** Opening DATA FOR ANALYSIS block **

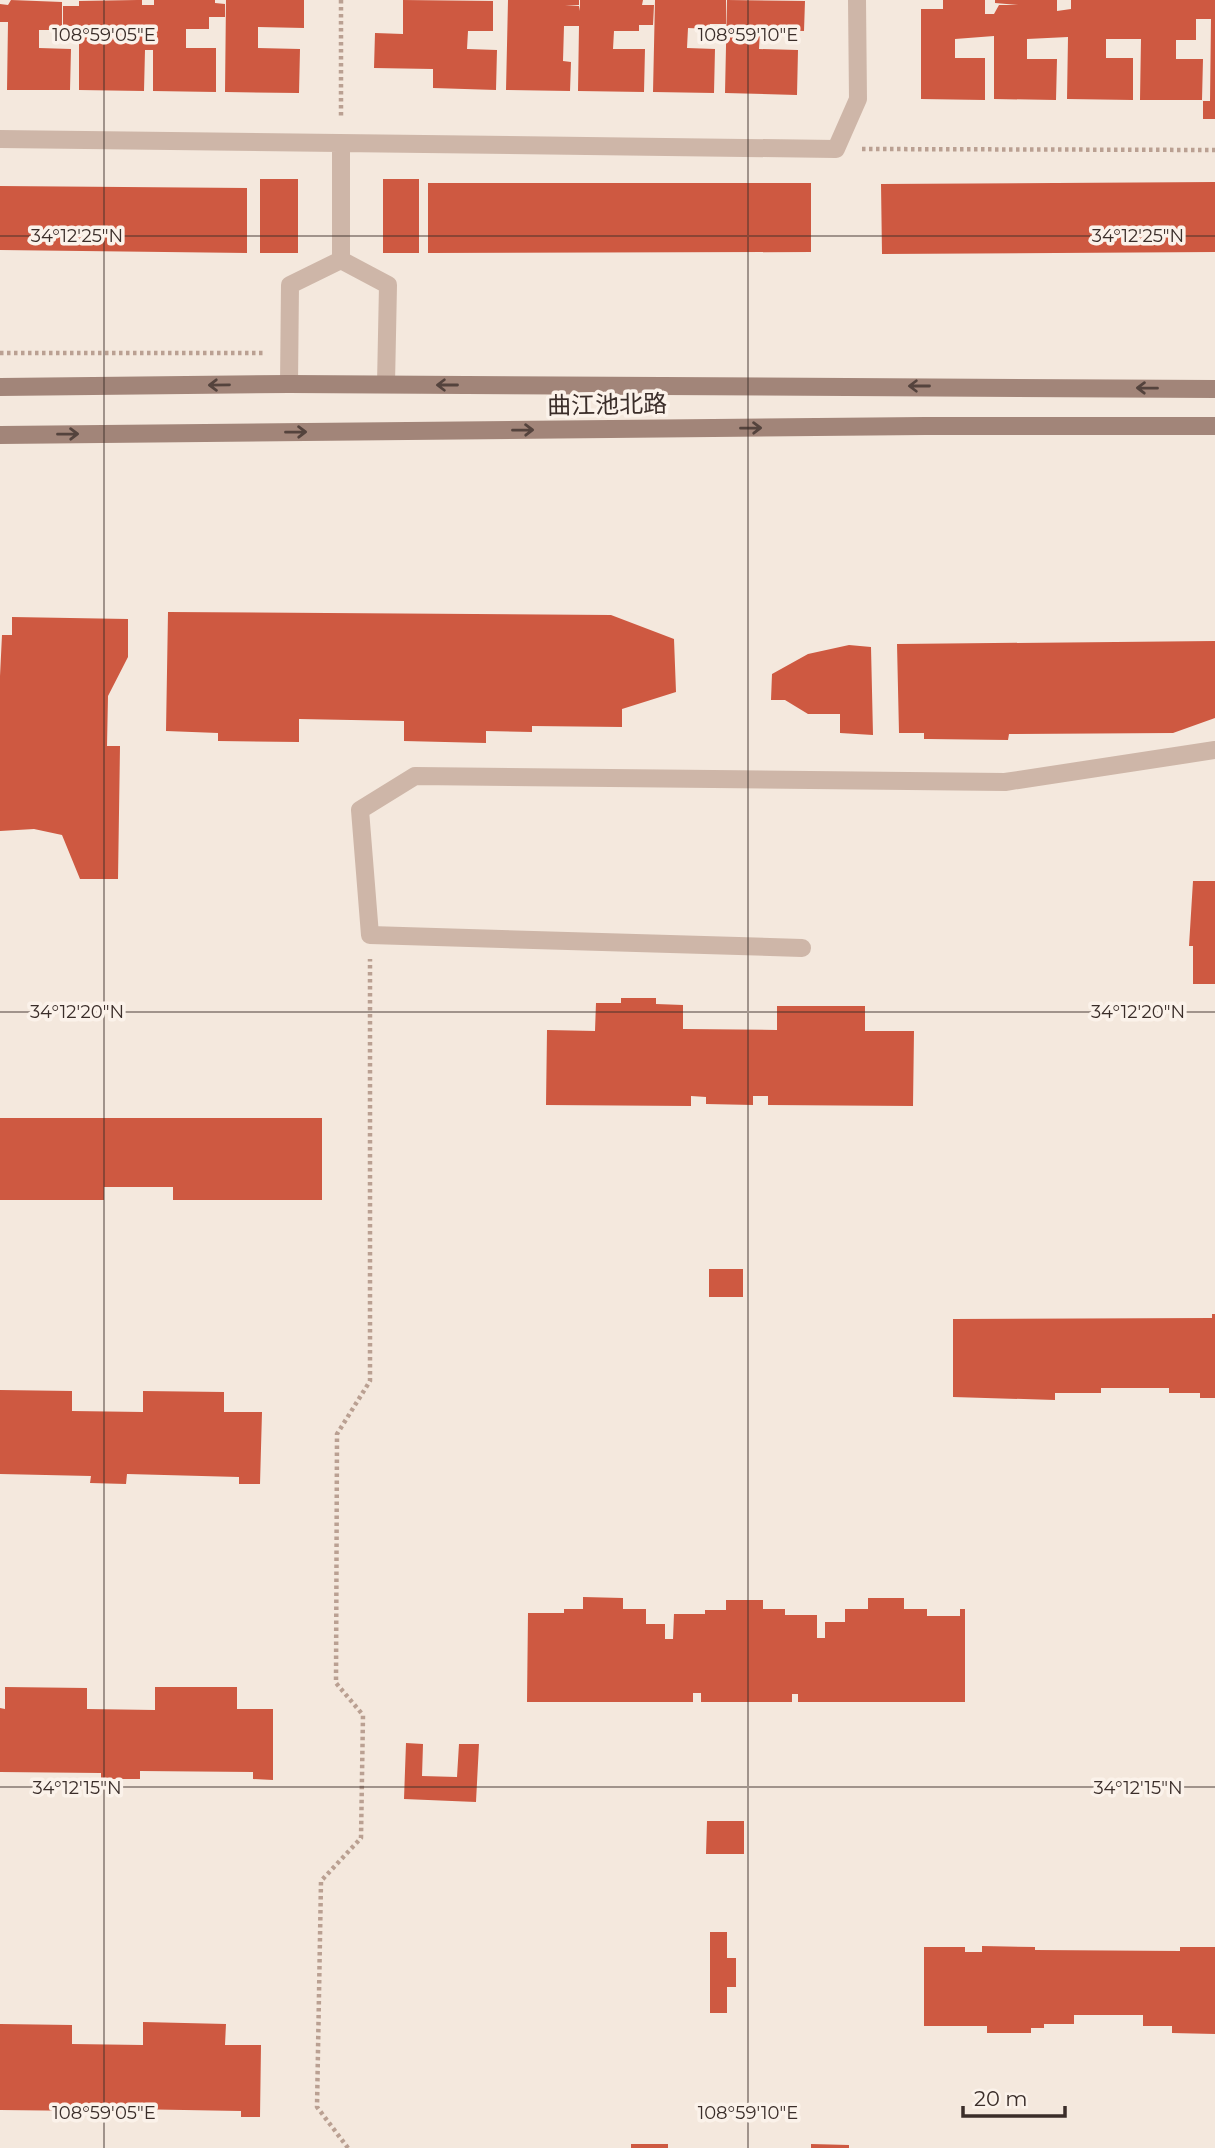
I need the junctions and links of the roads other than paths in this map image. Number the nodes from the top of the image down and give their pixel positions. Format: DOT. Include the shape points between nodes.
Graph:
graph roads {
  1 [pos="857,0"];
  2 [pos="0,139"];
  3 [pos="341,143"];
  4 [pos="341,260"];
  5 [pos="289,384"];
  6 [pos="386,384"];
  7 [pos="0,387"];
  8 [pos="1215,389"];
  9 [pos="1215,426"];
  10 [pos="0,435"];
  11 [pos="1215,750"];
  12 [pos="802,948"];
  1 -- 3 [label="street" via="858,99 836,149"];
  2 -- 3 [label="street"];
  3 -- 4 [label="street"];
  4 -- 5 [label="street" via="290,285"];
  4 -- 6 [label="street" via="388,285"];
  5 -- 6 [label="main road, 曲江池北路"];
  5 -- 7 [label="main road, 曲江池北路, one-way"];
  8 -- 6 [label="main road, 曲江池北路, one-way"];
  10 -- 9 [label="main road, 曲江池北路, one-way"];
  11 -- 12 [label="street" via="1005,782 415,776 360,810 370,935"];
}
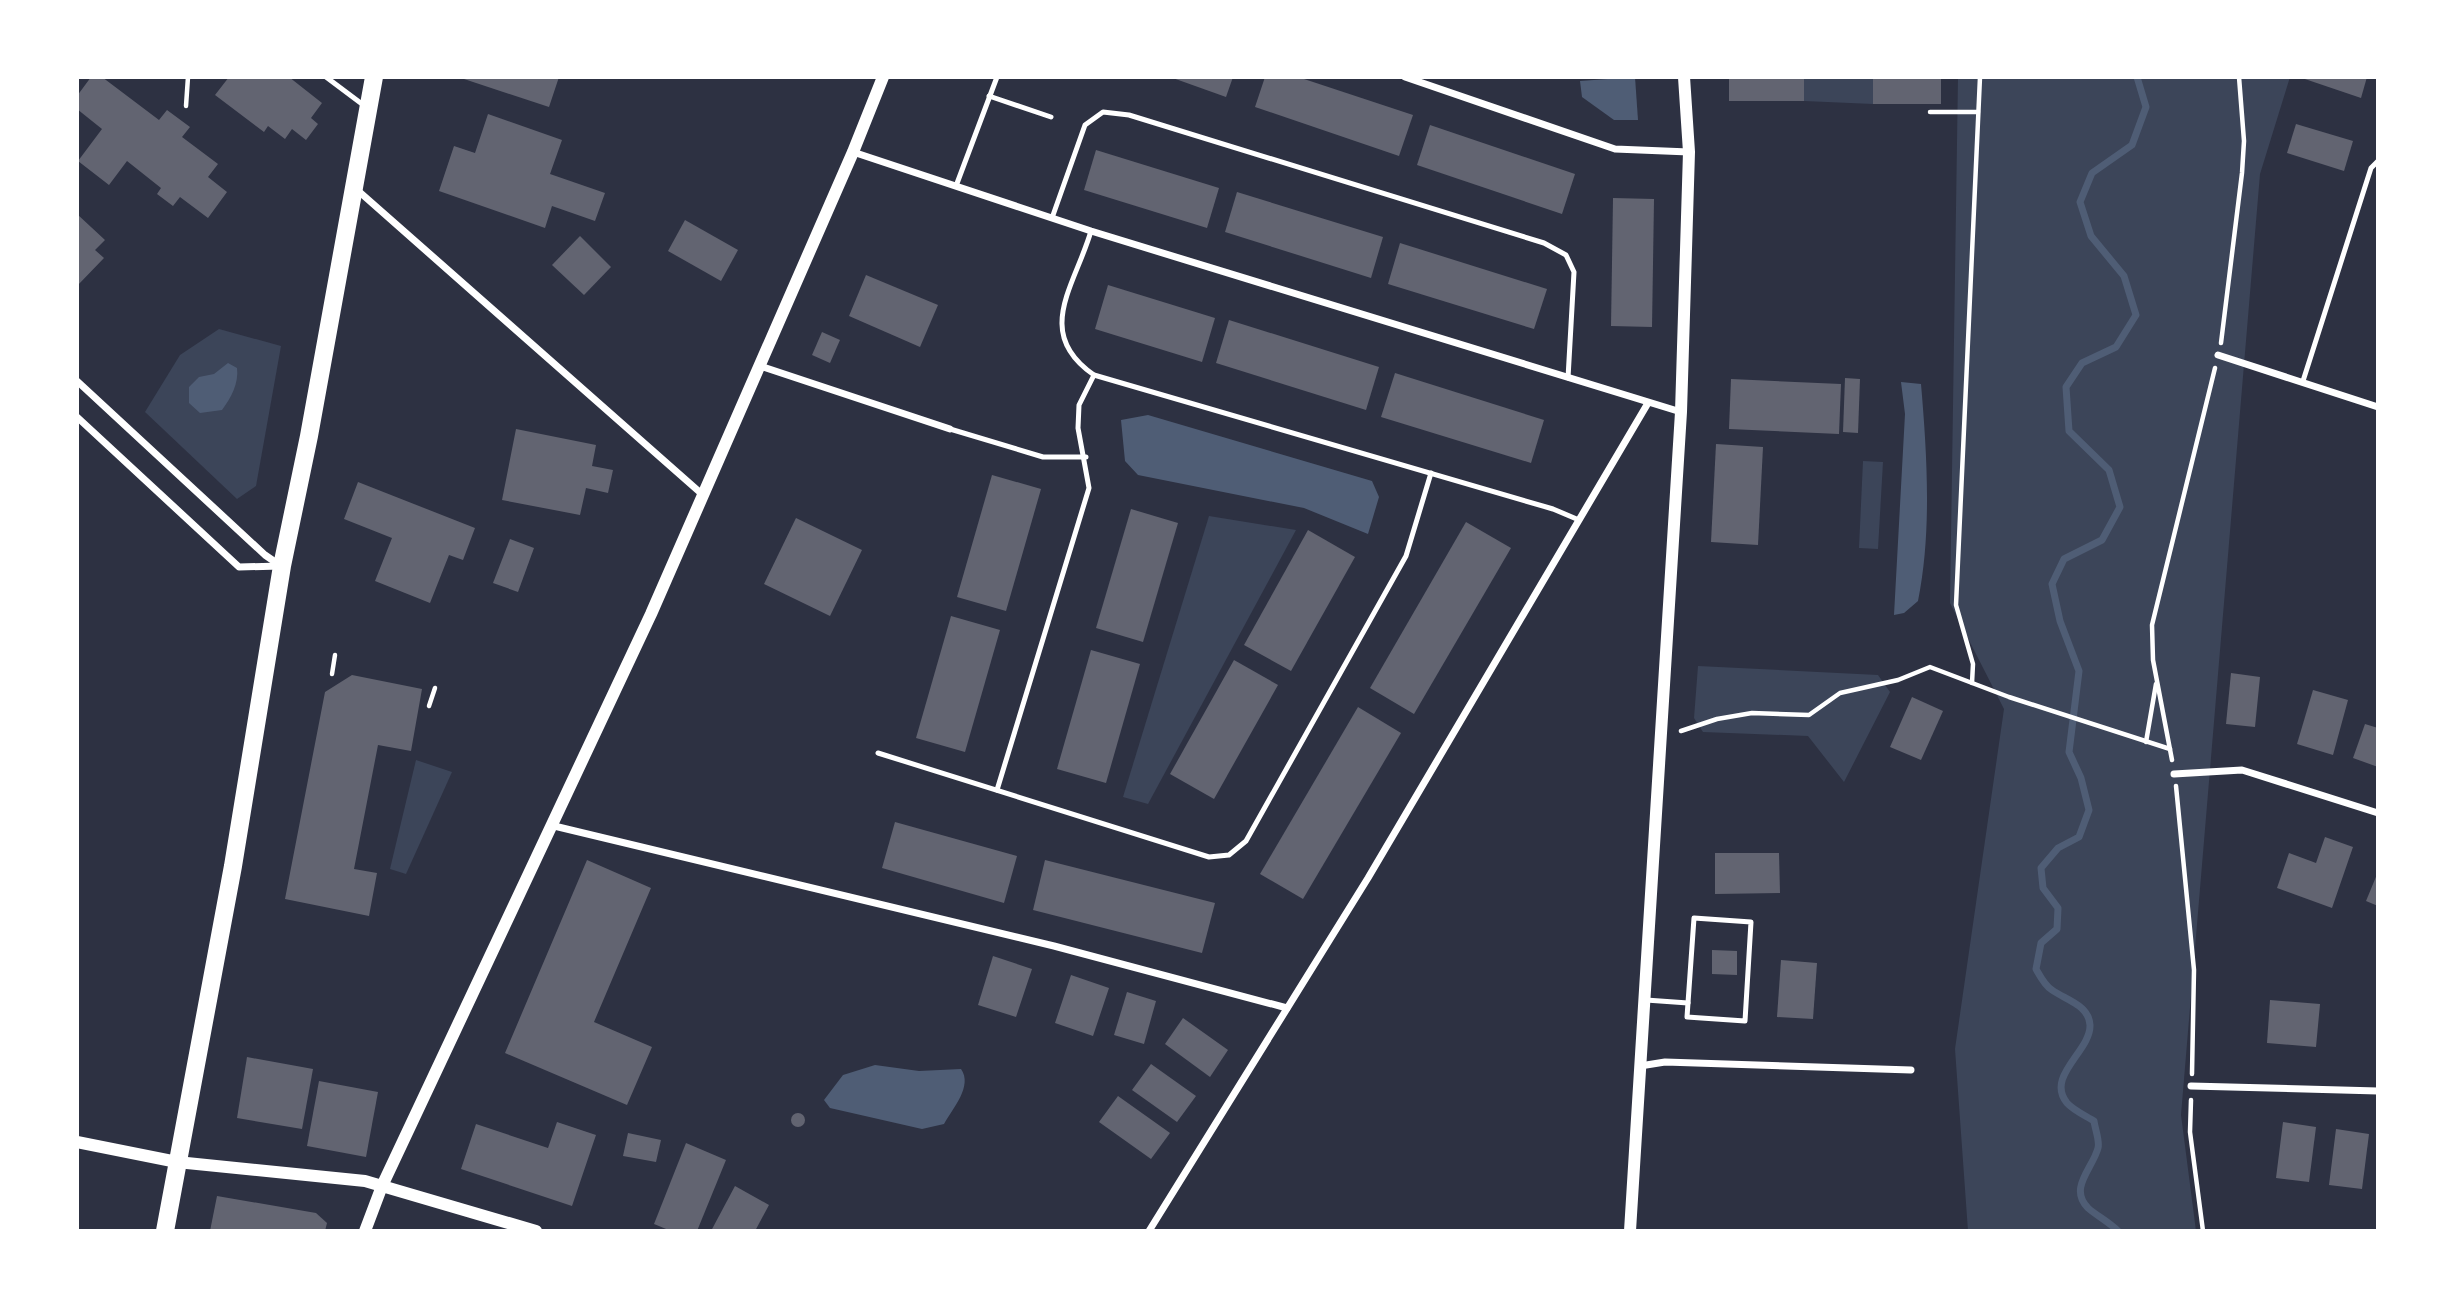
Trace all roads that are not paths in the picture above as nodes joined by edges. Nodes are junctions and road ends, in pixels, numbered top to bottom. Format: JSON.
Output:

** Closing DATA FOR ANALYSIS block **

- _TASK BRIEF_: Verbatim reproduction of every entry is needed, with the images left out.

- _ANSWER AREA_:
I need the junctions and links of the roads other than paths in this map image. Number the nodes from the top of the image down and give their pixel positions. Format: DOT. Include the shape points between nodes.
Graph:
graph roads {
  1 [pos="857,0"];
  2 [pos="0,139"];
  3 [pos="341,143"];
  4 [pos="341,260"];
  5 [pos="289,384"];
  6 [pos="386,384"];
  7 [pos="0,387"];
  8 [pos="1215,389"];
  9 [pos="1215,426"];
  10 [pos="0,435"];
  11 [pos="1215,750"];
  12 [pos="802,948"];
  1 -- 3 [label="street" via="858,99 836,149"];
  2 -- 3 [label="street"];
  3 -- 4 [label="street"];
  4 -- 5 [label="street" via="290,285"];
  4 -- 6 [label="street" via="388,285"];
  5 -- 6 [label="main road, 曲江池北路"];
  5 -- 7 [label="main road, 曲江池北路, one-way"];
  8 -- 6 [label="main road, 曲江池北路, one-way"];
  10 -- 9 [label="main road, 曲江池北路, one-way"];
  11 -- 12 [label="street" via="1005,782 415,776 360,810 370,935"];
}
Trace all roads that are not paths in the picture above as nodes joined by edges. Nodes are junctions and road ends, in pixels, numbered top to bottom. Format: JSON.
Output:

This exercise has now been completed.